Mean Dependency Distance (MDD) Average syntactic distance between words and their governors (heads) across all dependency pairs in a sentence or text. In dependency grammar, every word in a sentence might depend on another word called its governor. The governor is the word that the dependent belongs to or modifies. In “If it rains, I will stay inside”, “if” and “it” depend on “rains”, and everything else is dependent on “stay”, which results in MDD = (2+1+3+1+1+1) / 6 = 9/6 = 1.5. This reminds me of variable scope distance; the number of lines between a variable’s declaration and its use. As in sentences, a function is easier to read when variables are defined close to where they are used, compared to setting up ten variables upfront and then using them over the next 20 lines of code.

Dependency Locality Theory (DLT) Storage cost of reading a sentence. The core idea is that the processing cost of reading a sentence comes from holding incomplete dependencies open in working memory — specifically, counting the number of new discourse referents (roughly: nouns/verbs) you pass over while waiting for a dependency to close. “If it rains, I will stay inside” has two resolving words (“rains”, “stay”), so “I” and “will” need to be held in memory until one reads “stay” and resolves the current context, while “inside” only attaches to “stay”. From a computer science perspective, the “closing” of a context maps nicely to the liveness of a variable: how many lines or statements does a compiler need to track a variable until it goes out of scope?
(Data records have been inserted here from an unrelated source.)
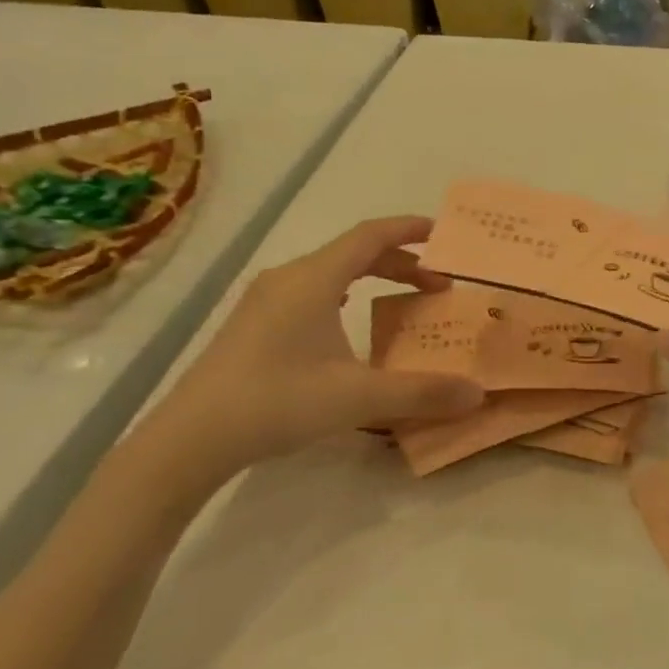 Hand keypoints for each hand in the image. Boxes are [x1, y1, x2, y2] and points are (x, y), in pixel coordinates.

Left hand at [121, 217, 483, 501]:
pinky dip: (344, 294)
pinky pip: (310, 291)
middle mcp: (288, 278)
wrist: (190, 439)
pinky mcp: (252, 324)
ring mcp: (264, 300)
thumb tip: (478, 393)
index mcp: (314, 279)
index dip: (410, 229)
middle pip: (353, 253)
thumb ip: (422, 393)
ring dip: (371, 279)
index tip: (444, 233)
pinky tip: (346, 321)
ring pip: (330, 272)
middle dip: (400, 263)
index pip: (371, 236)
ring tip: (400, 301)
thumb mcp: (357, 397)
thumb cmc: (277, 402)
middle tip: (438, 286) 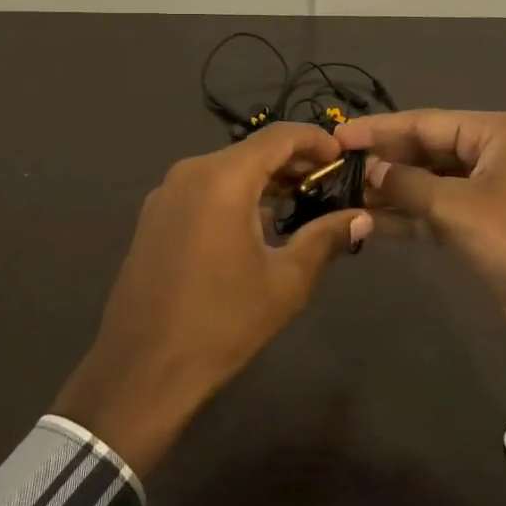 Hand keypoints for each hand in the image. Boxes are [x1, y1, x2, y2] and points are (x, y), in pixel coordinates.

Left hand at [51, 123, 371, 475]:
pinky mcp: (154, 217)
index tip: (342, 157)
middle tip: (327, 185)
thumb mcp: (286, 281)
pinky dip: (234, 195)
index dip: (315, 140)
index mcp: (223, 178)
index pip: (278, 136)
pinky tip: (255, 226)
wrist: (142, 370)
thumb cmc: (222, 322)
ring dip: (263, 181)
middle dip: (292, 163)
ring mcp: (166, 194)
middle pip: (251, 151)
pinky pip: (203, 190)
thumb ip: (325, 238)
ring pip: (226, 170)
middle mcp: (190, 173)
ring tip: (298, 205)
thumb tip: (362, 217)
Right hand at [334, 110, 505, 444]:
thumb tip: (369, 169)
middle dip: (386, 161)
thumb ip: (407, 184)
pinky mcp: (487, 228)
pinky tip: (371, 221)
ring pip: (431, 183)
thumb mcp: (457, 208)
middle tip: (335, 169)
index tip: (336, 135)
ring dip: (393, 191)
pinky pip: (440, 212)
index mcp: (499, 132)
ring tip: (344, 194)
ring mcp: (493, 192)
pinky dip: (410, 216)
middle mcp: (497, 154)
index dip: (379, 129)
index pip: (426, 122)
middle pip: (429, 150) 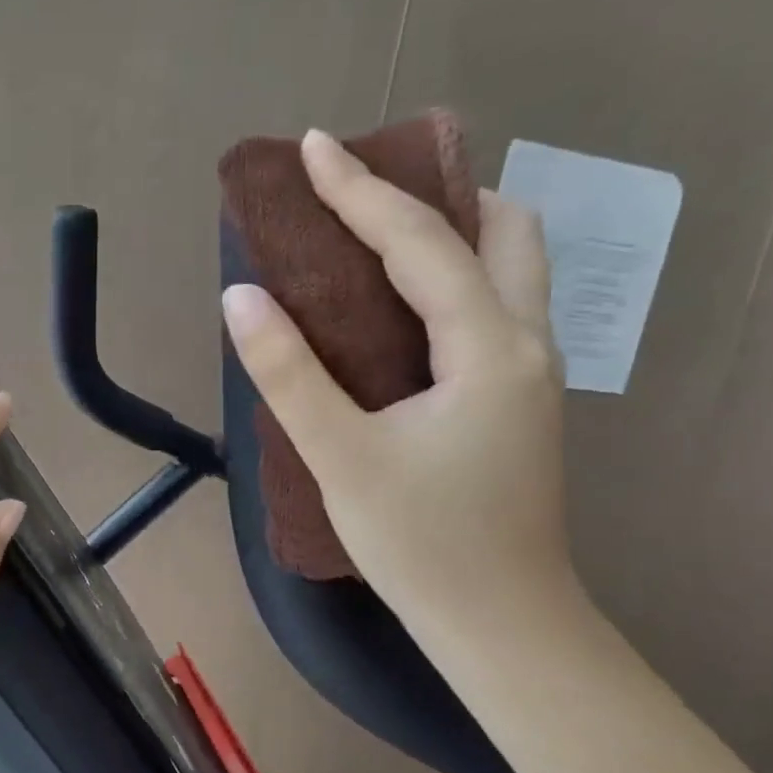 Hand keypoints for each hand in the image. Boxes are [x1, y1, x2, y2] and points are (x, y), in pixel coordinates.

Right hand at [221, 129, 573, 633]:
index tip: (314, 147)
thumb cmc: (422, 544)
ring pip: (511, 269)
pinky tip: (401, 309)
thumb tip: (241, 296)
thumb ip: (289, 373)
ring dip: (454, 234)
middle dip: (441, 194)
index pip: (421, 243)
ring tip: (382, 238)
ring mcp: (531, 374)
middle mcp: (525, 344)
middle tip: (369, 197)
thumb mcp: (341, 457)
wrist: (501, 626)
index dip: (360, 191)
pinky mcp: (518, 402)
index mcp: (489, 347)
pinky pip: (493, 308)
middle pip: (506, 232)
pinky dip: (453, 279) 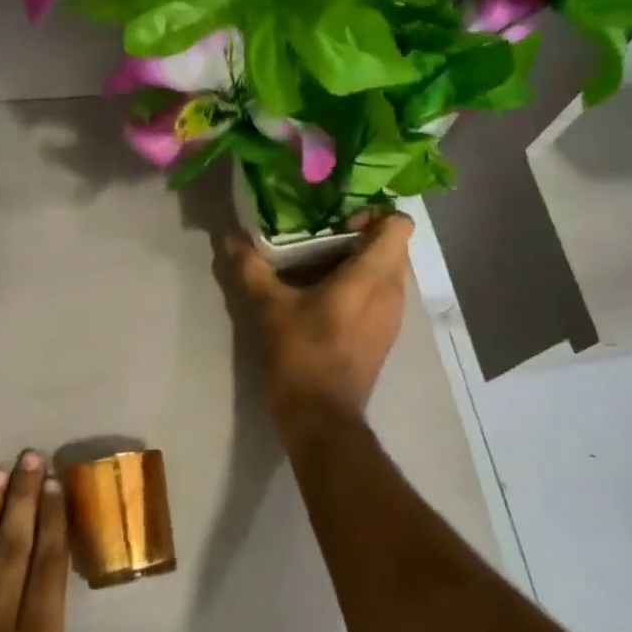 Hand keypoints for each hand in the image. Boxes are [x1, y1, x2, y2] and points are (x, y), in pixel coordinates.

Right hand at [225, 212, 415, 420]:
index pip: (400, 224)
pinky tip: (327, 302)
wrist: (321, 416)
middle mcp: (393, 292)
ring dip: (362, 265)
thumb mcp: (270, 307)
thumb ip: (252, 267)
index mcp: (372, 276)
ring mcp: (394, 317)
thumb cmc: (302, 354)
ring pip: (389, 273)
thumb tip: (231, 238)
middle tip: (322, 243)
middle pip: (394, 247)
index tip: (339, 224)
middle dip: (363, 238)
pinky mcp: (386, 337)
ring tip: (321, 272)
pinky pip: (383, 297)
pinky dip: (363, 289)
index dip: (374, 214)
For humans, I find it more intuitive to compare it to a function’s call graph fan-out — how many unresolved function calls must I hold in mind while reading a function? A function that calls n different functions increases complexity for the reader, who may need to understand each of those functions, and also introduces coupling complexity, as this function requires knowledge about the broader system.

Type-token ratio the count of unique words divided by the total number of words, similar to Halstead vocabulary, since Halstead was inspired by linguistic ideas when developing his complexity metrics.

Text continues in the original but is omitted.